Was würdest du im Nachhinein anders machen?

Gedankenspielerei zum Thema: Was würdest du im Nachhinein anders machen - Foto: Pixabay

Diese Frage kam neulich in der Autorencommunity auf Instagram auf. Natürlich zielte sie auf die Erfahrungen rund ums Schreiben und Veröffentlichen ab.

Da kann wohl jeder von der schreibenden Zunft aus dem Nähkästchen plaudern. Wer hat womit schlechte Erfahrungen gemacht und würde das Ganze im Nachhinein völlig anders angehen? Welche Erwartungen wurden enttäuscht, was war Zeit- oder Geldverschwendung? Der Themen gibt es viele.

 

Daher war ich einigermaßen überrascht, dass nur äußerst verhaltene und vage Antworten eintrudelten.
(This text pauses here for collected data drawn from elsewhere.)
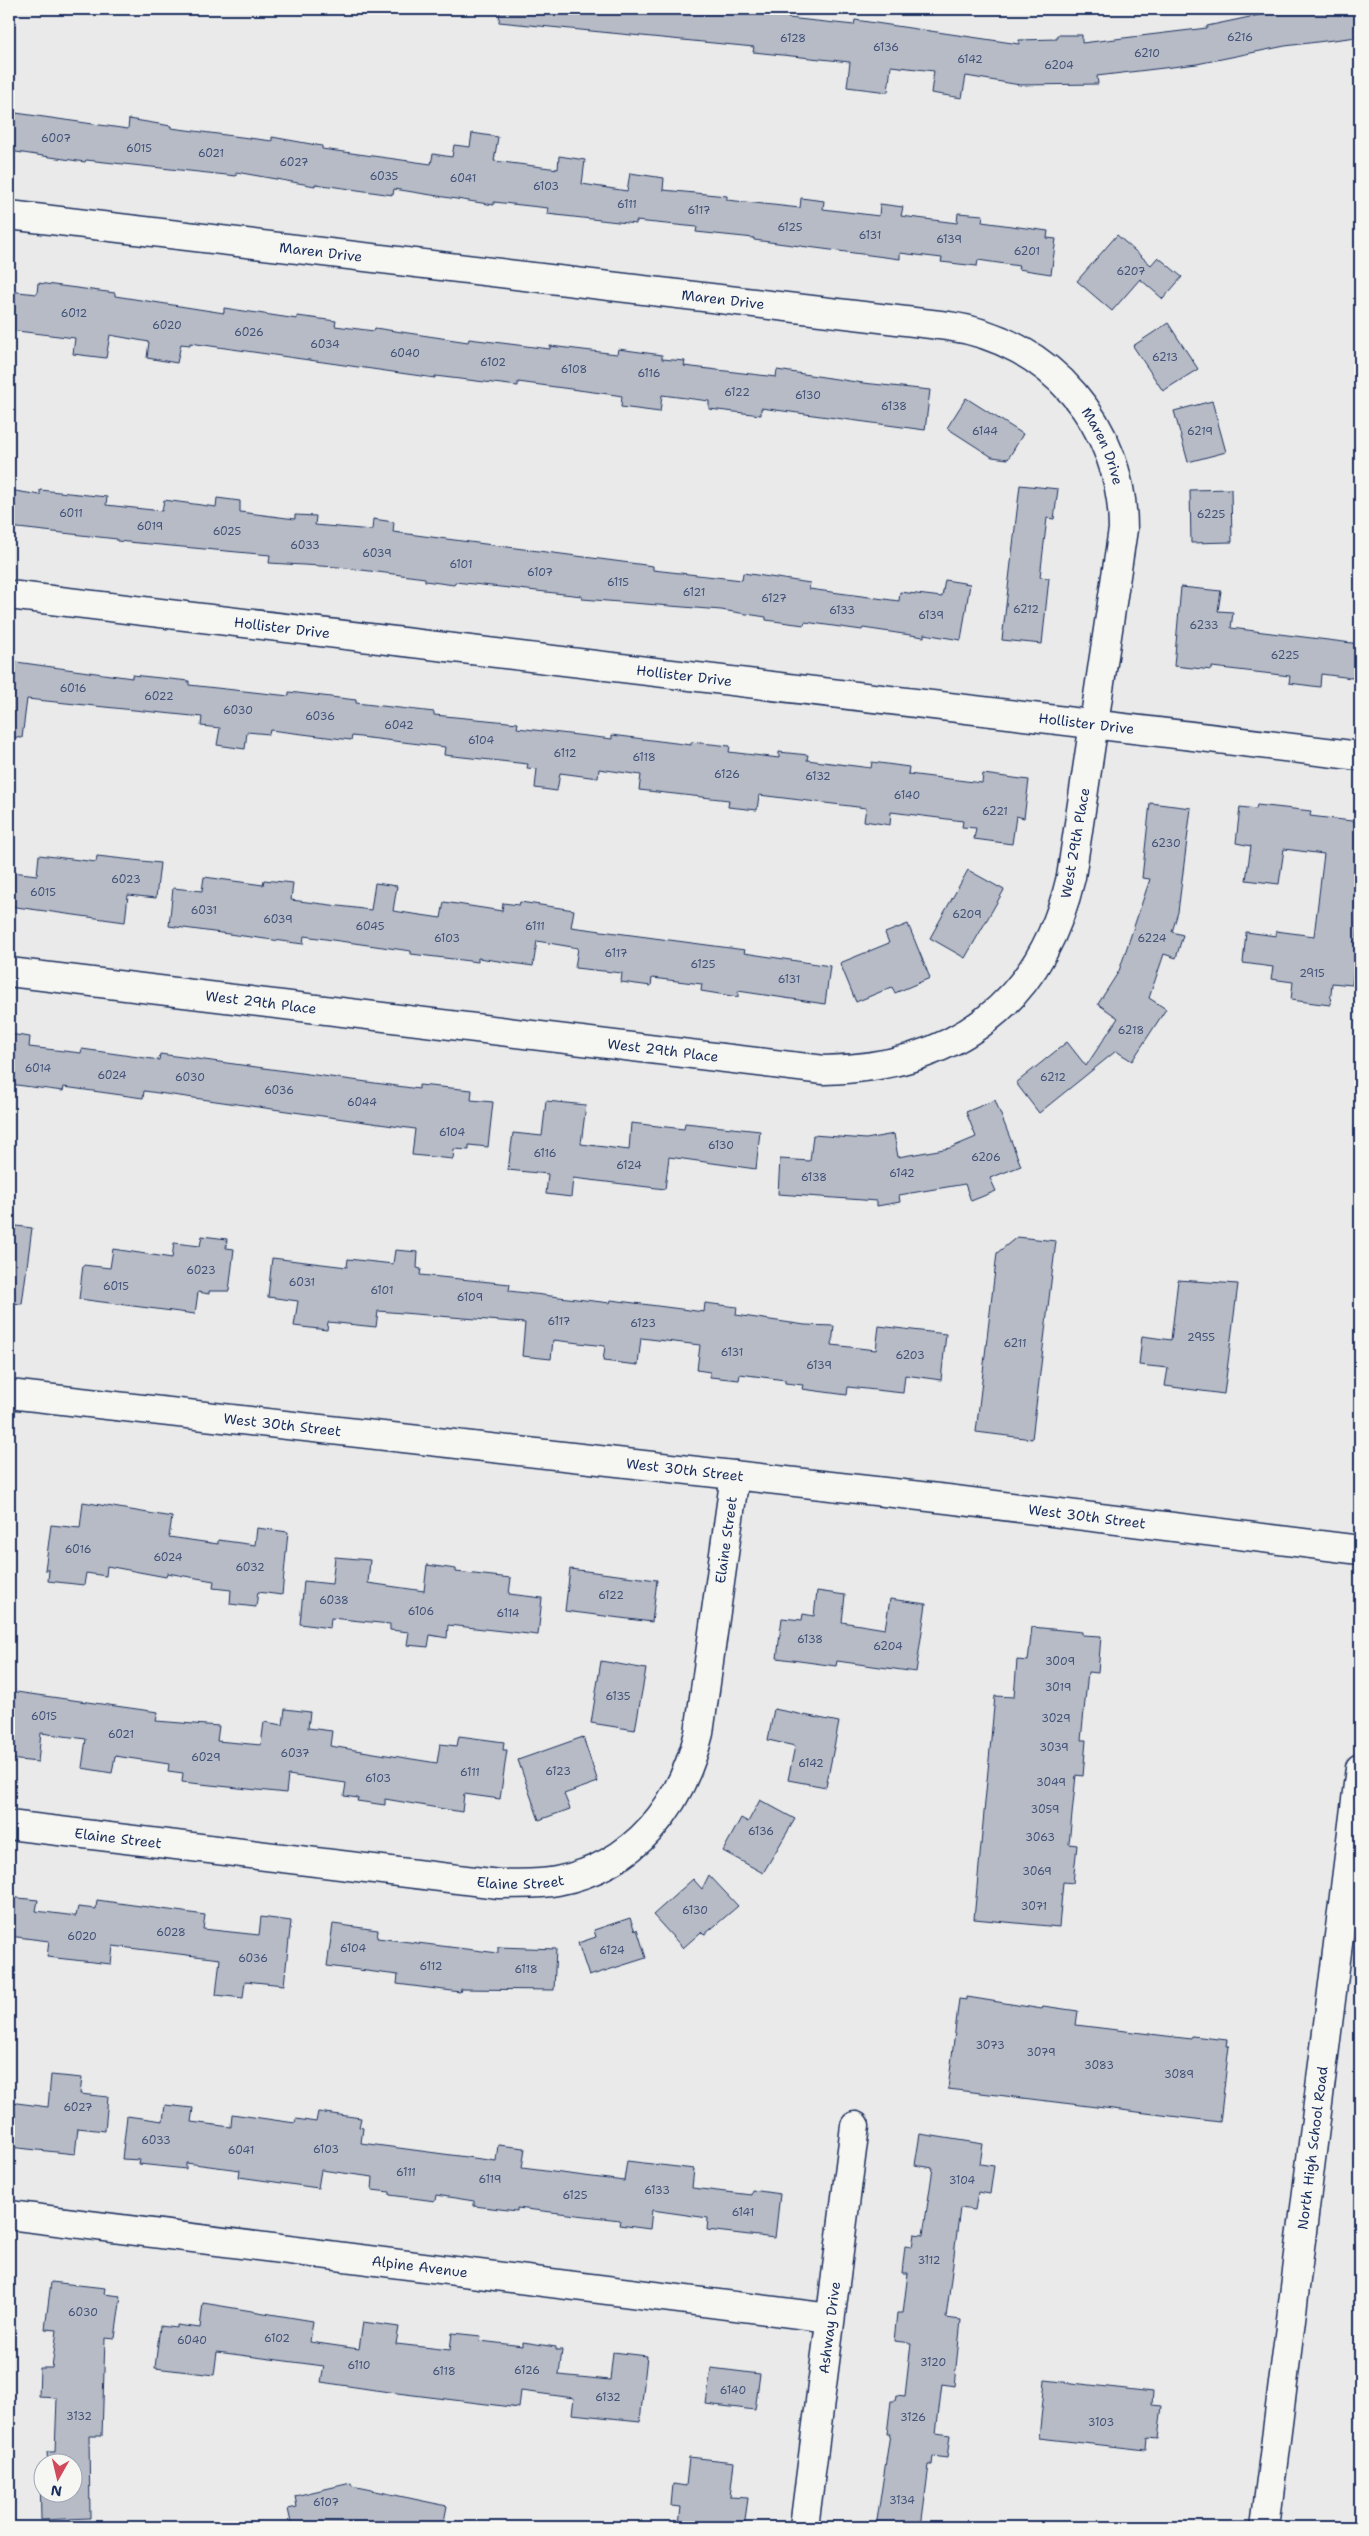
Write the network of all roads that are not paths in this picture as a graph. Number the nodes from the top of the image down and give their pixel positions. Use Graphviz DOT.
graph roads {
  1 [pos="9,215"];
  2 [pos="9,595"];
  3 [pos="1094,725"];
  4 [pos="1360,756"];
  5 [pos="9,972"];
  6 [pos="9,1394"];
  7 [pos="735,1475"];
  8 [pos="1360,1550"];
  9 [pos="1360,1768"];
  10 [pos="9,1825"];
  11 [pos="855,2126"];
  12 [pos="9,2215"];
  13 [pos="830,2318"];
  14 [pos="804,2527"];
  15 [pos="1265,2527"];
  1 -- 3 [label="street, Maren Drive"];
  2 -- 3 [label="street, Hollister Drive"];
  3 -- 4 [label="street, Hollister Drive"];
  3 -- 5 [label="street, West 29th Place"];
  6 -- 7 [label="street, West 30th Street"];
  7 -- 8 [label="street, West 30th Street"];
  7 -- 10 [label="street, Elaine Street"];
  9 -- 15 [label="street, North High School Road"];
  11 -- 13 [label="street, Ashway Drive"];
  12 -- 13 [label="street, Alpine Avenue"];
  13 -- 14 [label="street, Ashway Drive"];
}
Die Ersten behaupteten ziemlich forsch: Gar nichts!

Entweder um zu demonstrieren, dass sie alles richtig gemacht hatten und sehr zufrieden mit ihrem Werdegang als Schriftsteller waren. Oder weil sie an die Frage etwas spitzfindig herangegangen waren und meinten, dass es nichts nütze, sich im Nachhinein über falsche Entscheidungen zu grämen, man solle daraus lernen und es in Zukunft besser machen.

Ja, schon klar, aber genau darum ging es ja: Könnte man die Zeit zurückspulen, was würde man mit dem Wissen von heute anders machen?

 

Allerdings muss ich zugeben, dass mir so spontan auch nicht viel zu der Frage einfiel.
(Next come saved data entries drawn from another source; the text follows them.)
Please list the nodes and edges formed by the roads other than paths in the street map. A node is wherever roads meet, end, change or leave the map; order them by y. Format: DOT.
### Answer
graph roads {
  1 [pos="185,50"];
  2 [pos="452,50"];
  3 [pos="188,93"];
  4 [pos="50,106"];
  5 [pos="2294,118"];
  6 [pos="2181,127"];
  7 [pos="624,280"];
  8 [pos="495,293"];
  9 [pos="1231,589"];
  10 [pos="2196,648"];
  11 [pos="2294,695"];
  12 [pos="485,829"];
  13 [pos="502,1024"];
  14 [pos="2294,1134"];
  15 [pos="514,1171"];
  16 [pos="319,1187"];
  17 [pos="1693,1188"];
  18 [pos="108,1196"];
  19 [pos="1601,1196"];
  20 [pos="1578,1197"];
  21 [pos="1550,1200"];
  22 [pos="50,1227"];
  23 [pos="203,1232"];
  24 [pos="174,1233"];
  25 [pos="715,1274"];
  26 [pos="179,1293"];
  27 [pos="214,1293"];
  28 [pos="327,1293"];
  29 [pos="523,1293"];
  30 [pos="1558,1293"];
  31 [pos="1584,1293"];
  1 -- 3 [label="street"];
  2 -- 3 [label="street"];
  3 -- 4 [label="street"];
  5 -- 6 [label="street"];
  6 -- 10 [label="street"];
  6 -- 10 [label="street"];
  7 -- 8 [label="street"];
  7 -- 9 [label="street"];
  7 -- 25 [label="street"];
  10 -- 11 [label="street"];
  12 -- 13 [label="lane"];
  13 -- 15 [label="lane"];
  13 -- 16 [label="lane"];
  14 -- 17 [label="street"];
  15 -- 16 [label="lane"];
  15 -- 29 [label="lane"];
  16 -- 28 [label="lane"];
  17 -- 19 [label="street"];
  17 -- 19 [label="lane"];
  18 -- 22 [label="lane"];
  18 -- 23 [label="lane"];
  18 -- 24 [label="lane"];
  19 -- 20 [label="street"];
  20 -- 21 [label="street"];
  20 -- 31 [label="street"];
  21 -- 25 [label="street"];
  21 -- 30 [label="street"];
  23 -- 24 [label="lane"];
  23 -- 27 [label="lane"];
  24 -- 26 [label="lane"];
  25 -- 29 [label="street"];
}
Außer einer Sache: Ich würde mir, wenn ich noch mal am Anfang stünde, nicht mehr so viel Mühe geben. Ja, sie haben richtig gelesen! Denn Mühe und Sorgfalt sind alte Begriffe, die heute nicht mehr zählen. Es kommt nicht mehr darauf an.

 

Stattdessen wird Schnelligkeit verlangt. Dass Quantität zwangsläufig (bis auf ganz wenige Ausnahmen) auf Kosten von Qualität geht, ist allgemein bekannt und scheint niemanden mehr groß zu stören. Vielleicht haben wir uns auch einfach nur an die Masse von "husch-husch-Produkten" gewöhnt. Die junge Generation kennt es ja nicht mehr anders. Ihre Welt dreht sich ohnehin um ein Vielfaches schneller.

 

Das gilt für fast alle Lebensbereiche. Auch für die Buchbranche. Auch fürs Bücherschreiben. Für Social Media ohnehin.
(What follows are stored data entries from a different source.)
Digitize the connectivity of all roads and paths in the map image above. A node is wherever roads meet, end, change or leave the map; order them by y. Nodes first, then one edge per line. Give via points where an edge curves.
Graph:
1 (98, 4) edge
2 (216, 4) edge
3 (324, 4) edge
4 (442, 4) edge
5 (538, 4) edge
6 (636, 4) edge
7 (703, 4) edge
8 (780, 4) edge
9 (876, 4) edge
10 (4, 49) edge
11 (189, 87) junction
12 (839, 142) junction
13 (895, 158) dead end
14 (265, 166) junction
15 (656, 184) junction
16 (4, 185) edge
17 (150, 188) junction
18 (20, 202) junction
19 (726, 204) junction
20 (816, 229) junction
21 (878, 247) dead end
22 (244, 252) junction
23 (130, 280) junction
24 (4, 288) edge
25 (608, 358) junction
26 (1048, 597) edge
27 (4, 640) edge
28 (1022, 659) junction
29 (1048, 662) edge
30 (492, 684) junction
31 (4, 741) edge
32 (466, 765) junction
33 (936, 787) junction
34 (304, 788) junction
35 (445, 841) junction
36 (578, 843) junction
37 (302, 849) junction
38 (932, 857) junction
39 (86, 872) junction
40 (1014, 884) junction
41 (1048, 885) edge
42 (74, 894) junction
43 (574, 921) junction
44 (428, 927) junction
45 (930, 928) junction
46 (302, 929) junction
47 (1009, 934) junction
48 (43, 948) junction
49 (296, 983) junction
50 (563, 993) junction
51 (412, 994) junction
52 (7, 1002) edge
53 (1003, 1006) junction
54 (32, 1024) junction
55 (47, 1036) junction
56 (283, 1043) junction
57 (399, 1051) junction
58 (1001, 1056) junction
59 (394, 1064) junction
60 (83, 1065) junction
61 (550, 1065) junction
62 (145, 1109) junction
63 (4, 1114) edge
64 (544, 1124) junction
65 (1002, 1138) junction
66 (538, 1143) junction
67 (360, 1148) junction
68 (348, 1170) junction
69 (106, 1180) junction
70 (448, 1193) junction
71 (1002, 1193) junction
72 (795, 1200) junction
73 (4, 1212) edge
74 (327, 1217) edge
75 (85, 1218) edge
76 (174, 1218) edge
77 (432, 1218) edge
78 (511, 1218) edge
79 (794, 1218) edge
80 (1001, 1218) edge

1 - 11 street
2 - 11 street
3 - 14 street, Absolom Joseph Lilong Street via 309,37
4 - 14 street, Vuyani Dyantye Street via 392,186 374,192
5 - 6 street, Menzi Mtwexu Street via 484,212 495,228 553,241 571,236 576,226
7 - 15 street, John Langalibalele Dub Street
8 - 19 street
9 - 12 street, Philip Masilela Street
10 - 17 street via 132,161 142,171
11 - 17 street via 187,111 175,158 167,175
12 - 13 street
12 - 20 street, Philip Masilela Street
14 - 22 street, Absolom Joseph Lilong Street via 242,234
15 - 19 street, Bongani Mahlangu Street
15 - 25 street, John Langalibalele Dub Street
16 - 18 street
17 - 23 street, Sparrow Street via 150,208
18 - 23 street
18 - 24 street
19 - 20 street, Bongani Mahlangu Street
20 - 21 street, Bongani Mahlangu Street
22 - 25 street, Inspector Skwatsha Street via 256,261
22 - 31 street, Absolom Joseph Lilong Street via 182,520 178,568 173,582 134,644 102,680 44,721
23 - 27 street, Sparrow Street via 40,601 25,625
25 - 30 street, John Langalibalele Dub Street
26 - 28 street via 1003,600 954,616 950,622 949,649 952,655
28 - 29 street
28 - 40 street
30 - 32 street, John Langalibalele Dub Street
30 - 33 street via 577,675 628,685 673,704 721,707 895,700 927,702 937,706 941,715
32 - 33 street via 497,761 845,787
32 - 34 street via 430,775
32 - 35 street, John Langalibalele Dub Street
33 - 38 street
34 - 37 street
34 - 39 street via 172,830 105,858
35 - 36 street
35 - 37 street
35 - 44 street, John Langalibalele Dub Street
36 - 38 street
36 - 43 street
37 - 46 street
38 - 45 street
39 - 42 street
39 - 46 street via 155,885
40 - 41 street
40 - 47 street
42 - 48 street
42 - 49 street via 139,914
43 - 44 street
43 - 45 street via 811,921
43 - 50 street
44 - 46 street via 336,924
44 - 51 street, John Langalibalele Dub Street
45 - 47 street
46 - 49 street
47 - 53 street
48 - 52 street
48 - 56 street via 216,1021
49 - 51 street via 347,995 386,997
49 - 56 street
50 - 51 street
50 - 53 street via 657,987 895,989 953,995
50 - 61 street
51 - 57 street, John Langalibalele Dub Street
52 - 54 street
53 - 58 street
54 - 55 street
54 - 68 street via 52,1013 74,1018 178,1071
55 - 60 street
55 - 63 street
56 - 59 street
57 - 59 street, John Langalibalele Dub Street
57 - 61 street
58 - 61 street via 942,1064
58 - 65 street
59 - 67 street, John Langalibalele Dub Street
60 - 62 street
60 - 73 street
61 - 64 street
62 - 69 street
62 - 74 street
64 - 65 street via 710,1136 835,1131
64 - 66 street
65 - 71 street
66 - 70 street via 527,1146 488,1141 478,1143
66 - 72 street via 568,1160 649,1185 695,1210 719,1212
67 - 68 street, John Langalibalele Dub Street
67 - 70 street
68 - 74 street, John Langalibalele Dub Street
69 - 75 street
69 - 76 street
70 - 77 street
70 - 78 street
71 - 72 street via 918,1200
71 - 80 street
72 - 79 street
Die Zahl der jährlichen Buchneuveröffentlichungen ist unglaublich. Da werden von einigen Autoren locker mal eben 5 bis 6 Bücher pro Jahr rausgehauen. Und den tollen Beitrag auf Instagram, den ich vor einer halben Stunde gelesen habe, finde ich jetzt schon nicht mehr!

 

Wozu habe ich überhaupt so umfangreiche Romanrecherchen angestellt? An Authentizität ist ohnehin kaum einer interessiert. Hauptsache die Handlung ist rasant und spannend erzählt und bricht nicht mit - Achtung! - Lesegewohnheiten. Dieser Begriff gehört übrigens neben "Zielgruppe" und "Lesererwartung" zu meinen Lieblingsreizwörtern, für die ich demnächst mal eine Liste anfertigen werde. 

 

Oder wer legt noch Wert auf einen ansprechenden Satzspiegel? Im schnelllebigen Zeitalter von eBooks und Hörbüchern hat die Ästhetik eines gebundenen Buches längst verloren.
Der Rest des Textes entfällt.